Although wild salmon remains one of Alaska’s most lucrative seafood industries, it’s also one of the state’s most vulnerable, as climate change and population growth increase pressure on the world’s oceans. As it looks more and more likely that demand will eventually outstrip the productivity of salmon and other wild seafood stocks, researchers have turned to another method for producing protein from fish by culturing it in a lab.
It’s a typical overcast morning in San Francisco’s Dogpatch neighborhood when I arrive at the headquarters of the biotech company Wildtype.

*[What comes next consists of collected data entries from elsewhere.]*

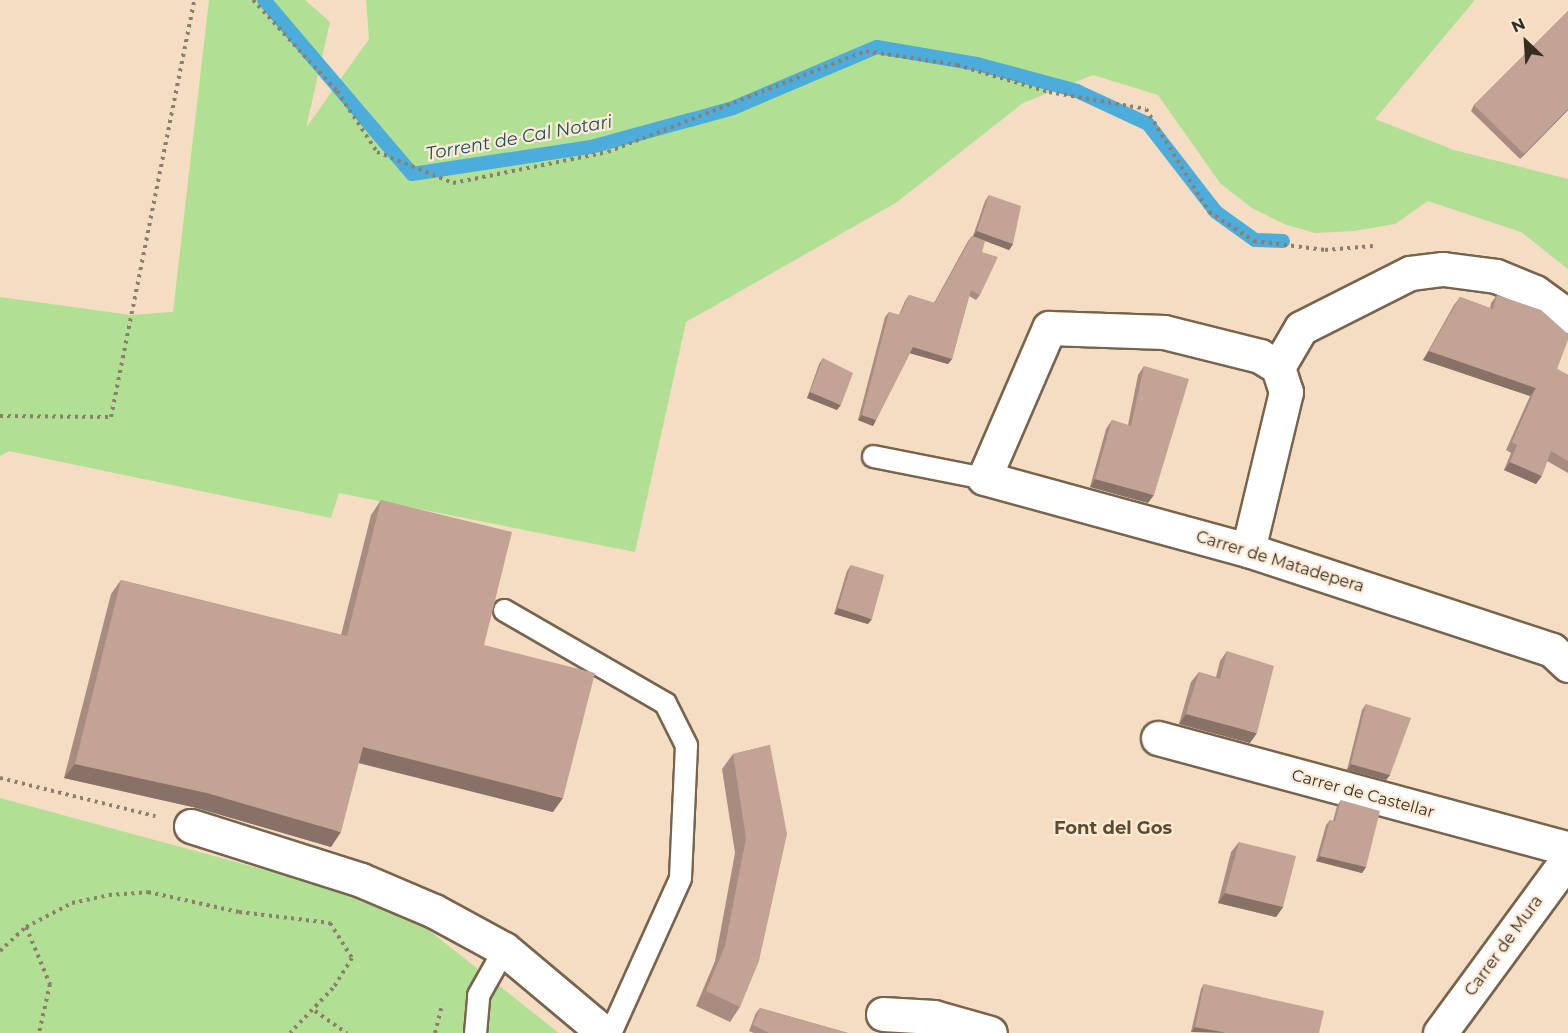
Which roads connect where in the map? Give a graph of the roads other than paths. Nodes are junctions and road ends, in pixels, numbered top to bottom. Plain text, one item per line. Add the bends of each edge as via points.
1 (1568, 316) edge
2 (1278, 367) junction
3 (873, 456) dead end
4 (984, 478) junction
5 (1248, 550) junction
6 (504, 610) dead end
7 (1568, 665) edge
8 (1158, 738) dead end
9 (191, 826) road end
10 (1568, 849) edge
11 (1568, 859) edge
12 (504, 949) junction
13 (883, 1014) dead end
14 (475, 1033) edge
15 (604, 1033) edge
16 (610, 1033) edge
17 (990, 1033) edge
18 (1440, 1033) edge

1 - 2 street via 1535,292 1496,276 1443,269 1410,273 1300,328
2 - 4 street via 1260,356 1164,332 1049,328
2 - 5 street via 1286,392
3 - 4 lane
4 - 5 street, Carrer de Matadepera
5 - 7 street, Carrer de Matadepera via 1552,650
6 - 16 lane via 665,703 686,745 680,878
8 - 10 street, Carrer de Castellar
9 - 12 street via 361,880
11 - 18 street, Carrer de Mura
12 - 14 lane via 478,995
12 - 15 street
13 - 17 street via 934,1017

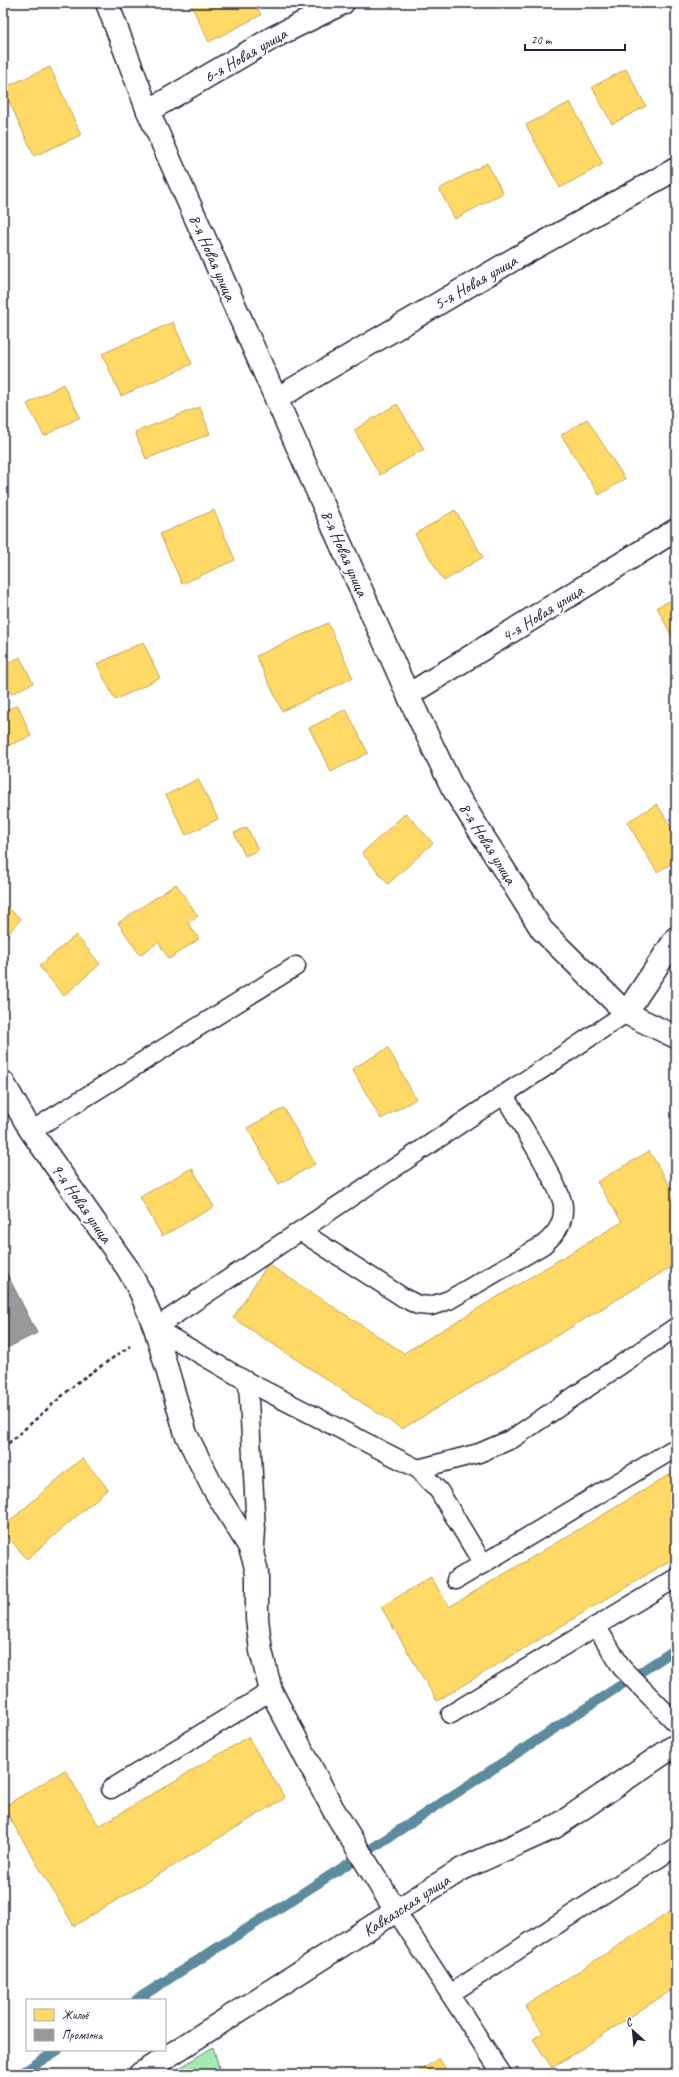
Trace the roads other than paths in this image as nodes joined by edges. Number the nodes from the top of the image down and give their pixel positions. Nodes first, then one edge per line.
1 (107, 3) edge
2 (343, 3) edge
3 (148, 111) junction
4 (676, 170) edge
5 (276, 399) junction
6 (676, 530) edge
7 (408, 696) junction
8 (676, 938) edge
9 (296, 966) dead end
10 (626, 1013) junction
11 (676, 1036) edge
12 (3, 1082) edge
13 (504, 1095) junction
14 (31, 1131) junction
15 (300, 1231) junction
16 (676, 1327) edge
17 (155, 1328) junction
18 (248, 1382) junction
19 (672, 1450) dead end
20 (418, 1469) junction
21 (254, 1560) junction
22 (483, 1564) junction
23 (676, 1578) edge
24 (456, 1580) dead end
25 (596, 1626) junction
26 (271, 1692) junction
27 (451, 1714) dead end
28 (676, 1723) edge
29 (676, 1745) edge
30 (111, 1789) dead end
31 (676, 1847) edge
32 (396, 1911) junction
33 (450, 1994) junction
34 (140, 2074) edge
35 (502, 2074) edge

1 - 3 street, 8-я Новая улица
2 - 3 street, 6-я Новая улица
3 - 5 street, 8-я Новая улица
4 - 5 street, 5-я Новая улица
5 - 7 street, 8-я Новая улица
6 - 7 street, 4-я Новая улица
7 - 10 street, 8-я Новая улица
8 - 10 street
9 - 14 lane
10 - 11 street, 8-я Новая улица
10 - 13 lane
12 - 14 street, 9-я Новая улица
13 - 15 lane
13 - 15 lane
14 - 17 street, 9-я Новая улица
15 - 17 lane
16 - 20 lane
17 - 18 lane
17 - 21 street, 9-я Новая улица
18 - 20 lane
18 - 21 lane
19 - 22 lane
20 - 22 lane
21 - 26 street, 9-я Новая улица
22 - 24 lane
23 - 25 lane
25 - 27 lane
25 - 28 lane
26 - 30 lane
26 - 32 street, 9-я Новая улица
29 - 32 street, Кавказская улица
31 - 33 lane
32 - 33 lane
32 - 34 street, Кавказская улица
33 - 35 lane

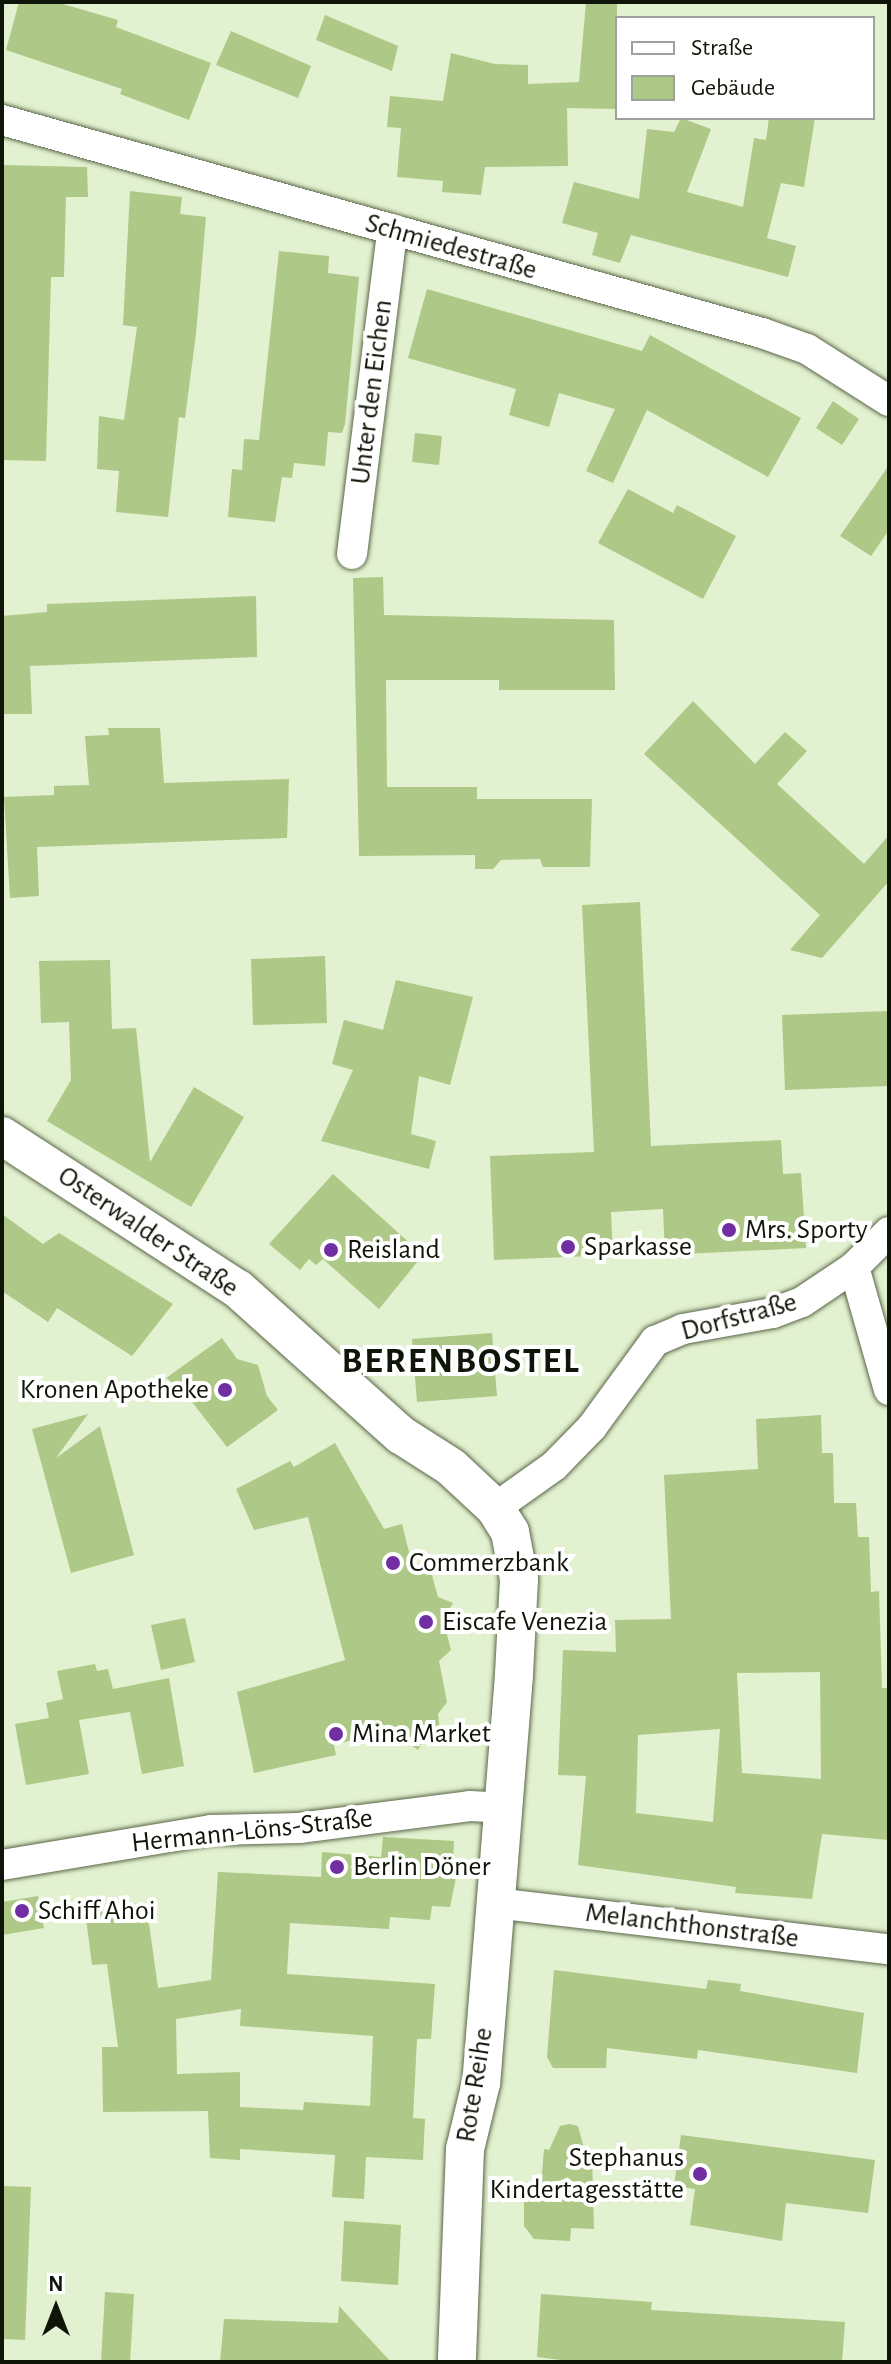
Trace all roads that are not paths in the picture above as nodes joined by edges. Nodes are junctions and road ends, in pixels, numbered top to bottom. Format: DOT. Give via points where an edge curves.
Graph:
graph roads {
  1 [pos="2,120"];
  2 [pos="392,231"];
  3 [pos="889,401"];
  4 [pos="352,554"];
  5 [pos="2,1136"];
  6 [pos="889,1232"];
  7 [pos="854,1267"];
  8 [pos="889,1390"];
  9 [pos="495,1508"];
  10 [pos="503,1808"];
  11 [pos="2,1865"];
  12 [pos="495,1903"];
  13 [pos="889,1949"];
  14 [pos="457,2362"];
  1 -- 2 [label="street, Schmiedestraße"];
  2 -- 3 [label="street, Schmiedestraße" via="792,343"];
  2 -- 4 [label="street, Unter den Eichen"];
  5 -- 9 [label="street, Osterwalder Straße" via="238,1289 401,1435 451,1467"];
  6 -- 7 [label="street, Dorfstraße"];
  7 -- 8 [label="street"];
  7 -- 9 [label="street, Dorfstraße" via="802,1302 773,1313 683,1329 655,1341 592,1427 554,1466"];
  9 -- 10 [label="street, Osterwalder Straße" via="510,1532 519,1579"];
  10 -- 11 [label="street, Hermann-Löns-Straße" via="470,1806 299,1828 211,1830"];
  10 -- 12 [label="street, Rote Reihe"];
  12 -- 13 [label="street, Melanchthonstraße"];
  12 -- 14 [label="street, Rote Reihe" via="481,2083 465,2149"];
}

In a city known for tech, Wildtype isn’t an anomaly, but in the world of sustainable seafood they’re making waves.
KCAW: Hey, how are you doing?
Dalton Thomas: Nice to meet you. I’m Dalton.
KCAW: Nice to meet you.
Inside the Wildtype offices, a group of young scientists mills around in sneakers, and graphic-t’s obscured by white lab coats. Dalton Thomas, the company’s head of food service sales, seats me at a kitchen bar. Behind it, an in-house sushi chef prepares me a plate of their product before it hits the US market – lab grown salmon.
It’s a square block of marbled pink flesh, almost indistinguishable from traditional salmon – except this fish has never touched the ocean.